This would not mean a big implementation burden. In the above example the segment could be id="s1" and the marker be id="m1". Any ref within the scope would be able to simply point like this ref="#s1" or ref="#m1" w/o the need to specify ref type or introducing a custom type for pointing within a specific element subscope.
Pros: Makes addresability easier. refs within scope can be of the type URI or IRI w/o further issues
Cons: This goes against a long standing assumption/tribal knowledge that is the harder to kill because it was never explicitly stated
2. Make this assumption explicit in the constraints related to ids.
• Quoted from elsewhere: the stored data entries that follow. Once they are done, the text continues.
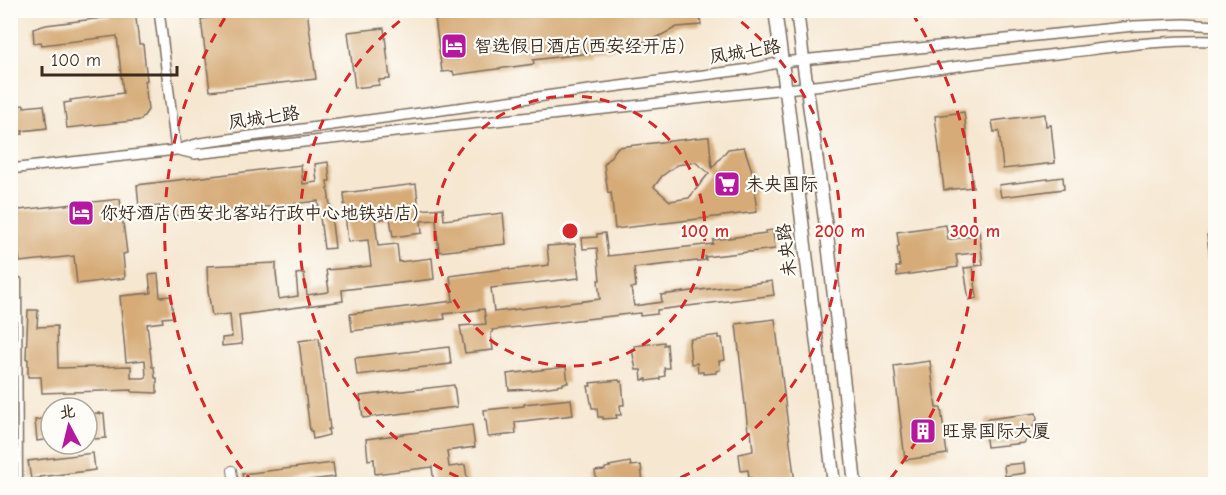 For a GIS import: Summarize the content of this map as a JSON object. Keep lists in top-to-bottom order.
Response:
{
  "streets": {
    "main road": ["未央路"],
    "street": ["凤城七路"]
  },
  "crossings": [
    ["凤城七路", "未央路"]
  ],
  "places": {
    "hotel": ["智选假日酒店(西安经开店)", "你好酒店(西安北客站行政中心地铁站店)"],
    "supermarket": ["未央国际"],
    "building": ["旺景国际大厦"]
  },
  "scale_bar": "100 m",
  "north": "top",
  "rings": ["100 m", "200 m", "300 m"]
} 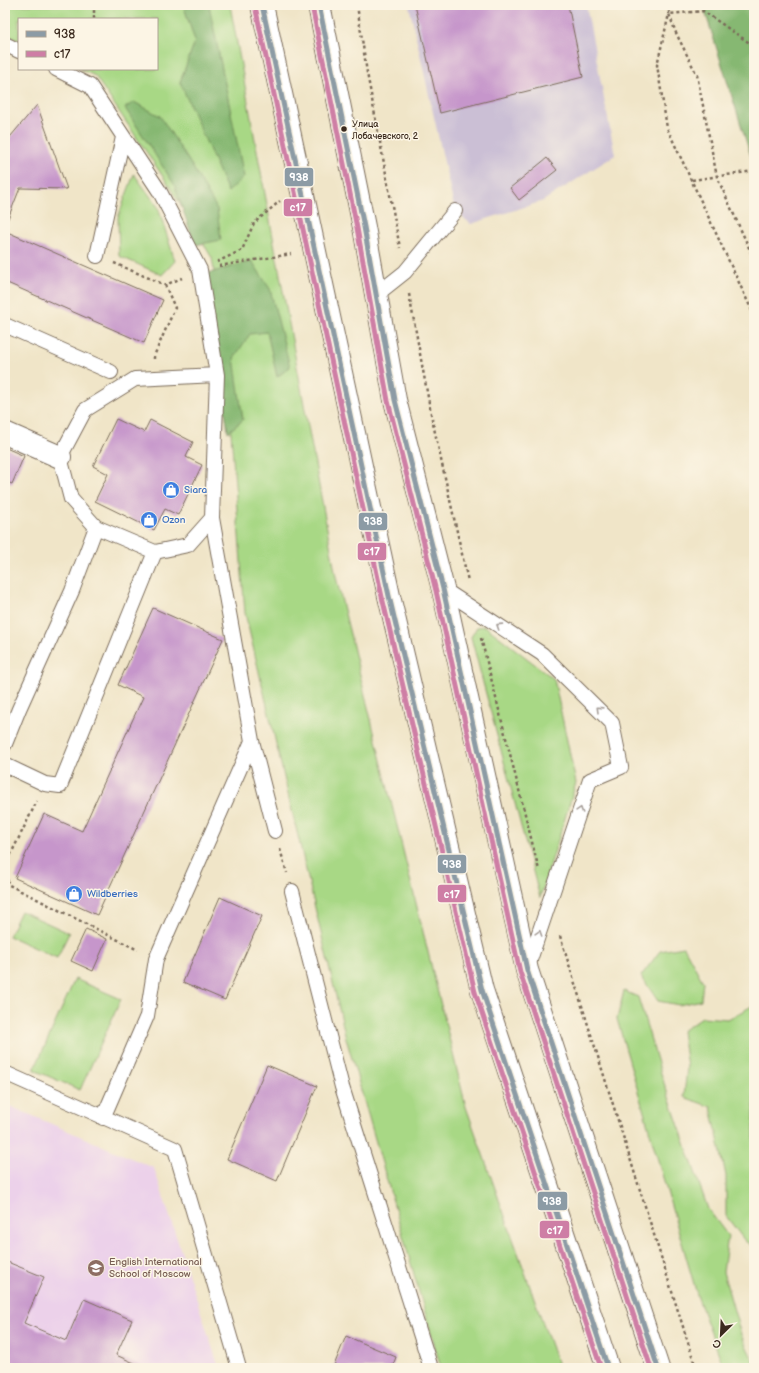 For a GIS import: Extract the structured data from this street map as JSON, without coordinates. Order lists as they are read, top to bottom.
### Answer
{
  "places": {
    "other": ["Улица Лобачевского, 2"],
    "shop": ["Siara", "Ozon", "Wildberries"],
    "school or university": ["English International School of Moscow"]
  },
  "lines": ["transit line 938", "transit line с17"],
  "legend": ["938", "с17"],
  "north": "bottom left"
}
Have different ref types for ids on different elements or devise an adhoc referencing mechanism such as indicating the type ref or including the element info in the ref type.
Pros: Less changes, the long standing assumption is preserved
Cons: Awkward referencing from modules etc. refs of the type IRI or URI would not work w/o specifying type sperately.
*Proposed solution: 1.*


Other pending issues
*D)*
While it is quite clear that inline ids uniqueness scope needs to be <unit> and not <segment>. There is a similar issue on the <group>/<file> level but the pros and cons do not seem to be that clear.
Yves requested that unit ids are unique within a <file> element rather than within the parent element, which obviously can be a <group>.

*Proposed solution:*
Do not change this, as unit id uniqueness within the parent element seems sufficient and inline with the design principle of requiring the smallest necessary uniqueness scope. Again, this is streaming friendly and makes groups full fledged grouping/structuring mechanism as intended.


*E)*
Value of optional id attributes is questionable
*Proposed change:*
Depending on the resolution of D above, make all ids required. Complementary kill ids where they seem to be optional.

I believe that the above issues A, B, C, D, and E, need to be resolved on the general level to devise detailed solutions for each of the comments

Feel free to start separate discussions on any of the A, B, C, D, E, I just wanted to initially state the issues together to show their interdependence.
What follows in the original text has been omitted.